Credit: Zijin Mining

China’s gold miners are set to outperform their global peers and cash in on a record-breaking 2026, driven by lofty gold prices and aggressive growth plans.

Companies like Zijin Gold International Co., Shandong Gold Mining Co. and Chifeng Jilong Gold Mining Co. are on track for their biggest profits in 2026. This follows a stellar 2025, when surging prices and increased production levels drove earnings to historic highs.

Gold climbed past $5,000 an ounce earlier this year, underpinned by geopolitical tensions and safe-haven demand. While a recent rebound in the US dollar, higher oil prices and inflation concerns linked to the Middle East war have triggered a pullback — bullion has lost more than a 10th of its value since Feb. 28 — broader economic uncertainty and risk aversion may support prices.

While international rivals are seeing declining output and limited project pipelines, Chinese gold miners have been pursuing higher volumes and acquiring more overseas mines.

One of the biggest deals include Zijin Gold’s $C5.5 billion ($4 billion) acquisition of Canada’s Allied Gold Corp., which operates mines in Africa. That will set the company apart from western competitors like Newmont Corp. and Fresnillo Plc who are curtailing output this year.

“Chinese miners are snapping up mines that global giants avoid,” said Eric Xiao, head of sales at CMC Markets Singapore. “Beijing’s diplomatic muscle gives it staying power no Western peer can rival.”

While Xiao added these deals bring risks including local instability and operational hazards, HSBC’s China materials analyst Howard Lau said Chinese producers are experiencing record margins that will provide strong operating leverage.

“There is still room for profit growth in 2026 as production volumes expand through recently completed or newly acquired projects and organic growth through project expansion,” he said.

Zijin Gold is set to release its first full-year earnings report since its September IPO on March 20. The miner has already signaled a strong 2025 with preliminary net income more than tripling, while Bloomberg estimates suggest profits will more than double again this year.

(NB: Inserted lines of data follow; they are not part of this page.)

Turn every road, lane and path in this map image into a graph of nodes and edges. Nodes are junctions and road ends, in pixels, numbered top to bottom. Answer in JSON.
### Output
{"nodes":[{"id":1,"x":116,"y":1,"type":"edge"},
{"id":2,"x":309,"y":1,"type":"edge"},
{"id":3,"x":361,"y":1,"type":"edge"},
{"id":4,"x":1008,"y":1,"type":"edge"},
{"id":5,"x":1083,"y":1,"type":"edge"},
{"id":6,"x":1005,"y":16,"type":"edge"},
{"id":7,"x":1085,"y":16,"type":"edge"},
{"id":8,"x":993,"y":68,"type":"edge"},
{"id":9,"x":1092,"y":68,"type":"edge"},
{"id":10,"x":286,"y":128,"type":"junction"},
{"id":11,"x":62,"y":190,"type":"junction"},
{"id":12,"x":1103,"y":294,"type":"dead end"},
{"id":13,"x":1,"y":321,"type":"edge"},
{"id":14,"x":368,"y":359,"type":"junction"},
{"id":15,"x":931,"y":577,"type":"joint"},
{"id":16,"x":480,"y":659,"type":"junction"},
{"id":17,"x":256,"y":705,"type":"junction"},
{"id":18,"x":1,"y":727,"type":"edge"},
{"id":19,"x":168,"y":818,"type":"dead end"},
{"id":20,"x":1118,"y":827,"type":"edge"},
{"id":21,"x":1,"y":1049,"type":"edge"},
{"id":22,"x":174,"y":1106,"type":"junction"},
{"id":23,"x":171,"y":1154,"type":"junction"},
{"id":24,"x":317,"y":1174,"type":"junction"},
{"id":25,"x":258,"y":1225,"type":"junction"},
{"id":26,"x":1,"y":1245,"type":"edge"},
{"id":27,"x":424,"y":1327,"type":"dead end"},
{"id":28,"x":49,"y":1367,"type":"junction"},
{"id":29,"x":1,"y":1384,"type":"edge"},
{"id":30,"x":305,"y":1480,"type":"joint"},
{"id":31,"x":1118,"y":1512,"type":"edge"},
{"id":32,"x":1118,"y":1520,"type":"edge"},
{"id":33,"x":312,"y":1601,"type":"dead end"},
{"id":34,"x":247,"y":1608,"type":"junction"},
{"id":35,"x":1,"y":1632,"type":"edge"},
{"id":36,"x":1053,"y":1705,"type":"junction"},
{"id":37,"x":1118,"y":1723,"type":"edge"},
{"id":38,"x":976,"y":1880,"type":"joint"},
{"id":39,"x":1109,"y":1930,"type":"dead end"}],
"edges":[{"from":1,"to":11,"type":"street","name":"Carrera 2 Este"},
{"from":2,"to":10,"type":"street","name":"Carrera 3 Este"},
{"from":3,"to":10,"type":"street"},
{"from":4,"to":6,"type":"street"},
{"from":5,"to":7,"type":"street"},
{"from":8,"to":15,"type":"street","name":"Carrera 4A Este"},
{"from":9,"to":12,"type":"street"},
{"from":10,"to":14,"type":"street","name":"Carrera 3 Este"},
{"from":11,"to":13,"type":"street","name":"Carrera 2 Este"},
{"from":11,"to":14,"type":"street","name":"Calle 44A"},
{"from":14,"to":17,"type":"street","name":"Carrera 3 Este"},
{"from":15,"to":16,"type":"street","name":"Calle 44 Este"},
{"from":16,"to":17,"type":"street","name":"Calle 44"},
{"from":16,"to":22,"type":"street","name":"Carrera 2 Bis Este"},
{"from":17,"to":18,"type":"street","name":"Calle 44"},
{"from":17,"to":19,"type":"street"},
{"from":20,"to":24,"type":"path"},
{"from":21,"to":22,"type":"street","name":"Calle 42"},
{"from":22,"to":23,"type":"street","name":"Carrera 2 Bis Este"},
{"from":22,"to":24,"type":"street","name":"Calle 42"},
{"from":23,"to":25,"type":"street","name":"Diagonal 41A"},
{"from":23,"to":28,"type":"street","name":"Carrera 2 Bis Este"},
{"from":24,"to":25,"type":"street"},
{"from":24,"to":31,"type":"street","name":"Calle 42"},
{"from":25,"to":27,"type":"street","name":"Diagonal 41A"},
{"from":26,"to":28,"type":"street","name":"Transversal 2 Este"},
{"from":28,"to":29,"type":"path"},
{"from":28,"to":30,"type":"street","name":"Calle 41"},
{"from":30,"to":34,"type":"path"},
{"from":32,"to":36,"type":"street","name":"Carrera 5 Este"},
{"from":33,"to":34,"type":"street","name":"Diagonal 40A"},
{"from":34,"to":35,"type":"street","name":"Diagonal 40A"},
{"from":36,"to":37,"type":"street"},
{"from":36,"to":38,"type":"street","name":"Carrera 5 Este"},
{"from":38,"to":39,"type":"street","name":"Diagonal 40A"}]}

Competitor Shandong Gold said net income rose as much as 66%, with consensus pointing to 70% growth in 2026. While Chifeng Jilong likely saw an 81% rise last year, its growth is expected to moderate to 31% this year.

Global peers fall behind

That follows solid results from European and American gold miners in recent weeks, although concerns about lower production have dragged sentiment.

Hochschild Mining Plc benefited from what it called an “extraordinary uplift” in precious metal prices, with full-year earnings rising more than analysts expected, while fellow London-listed miner Fresnillo reported an 81% jump in earnings before interest, taxes, depreciation and amortization.

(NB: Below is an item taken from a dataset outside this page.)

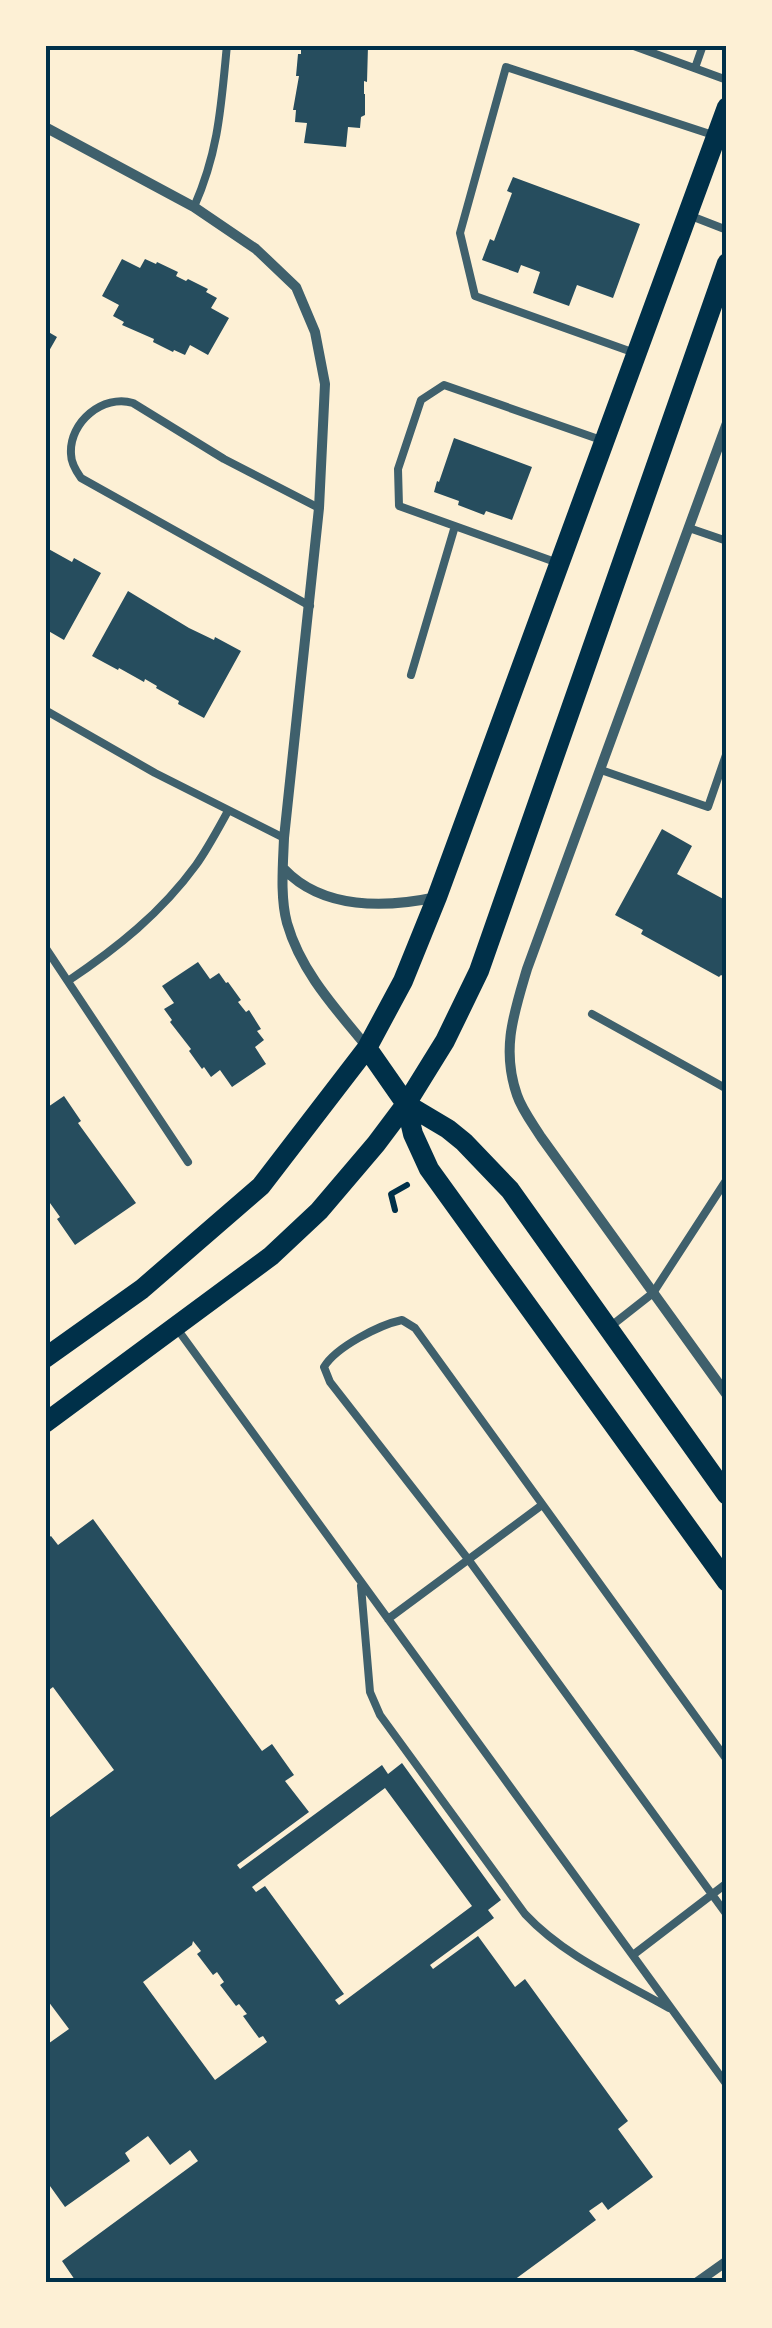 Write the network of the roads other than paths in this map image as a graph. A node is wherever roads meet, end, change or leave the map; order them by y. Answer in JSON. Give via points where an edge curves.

In the US, Newmont — the world’s biggest gold miner — posted record quarterly profit, while Canada’s Barrick Mining Corp. beat earnings estimates. Still, shares of both slipped after results on concerns about capital expenditure and a slowdown in production.

Newmont expects to produce less in 2026, partly due to planned upgrades at some of its managed mines and lower production at two joint ventures with Barrick Mining.

Hochschild’s production also slightly dipped due to planned work at one of its mines, while Australia’s Northern Star Resources Ltd. sank after cutting output guidance.

Expenses are another concern, with Fresnillo’s capital expenditure budget for 2026 coming in higher than expected, sending shares lower as investors questioned when these investments would translate into growth.

“Upside likely depends on continued capital restraint and higher shareholder returns,” BI analysts Grant Sporre and Umesh Agarwal said, adding that rising costs could pressure miners’ margins in the second half of the year.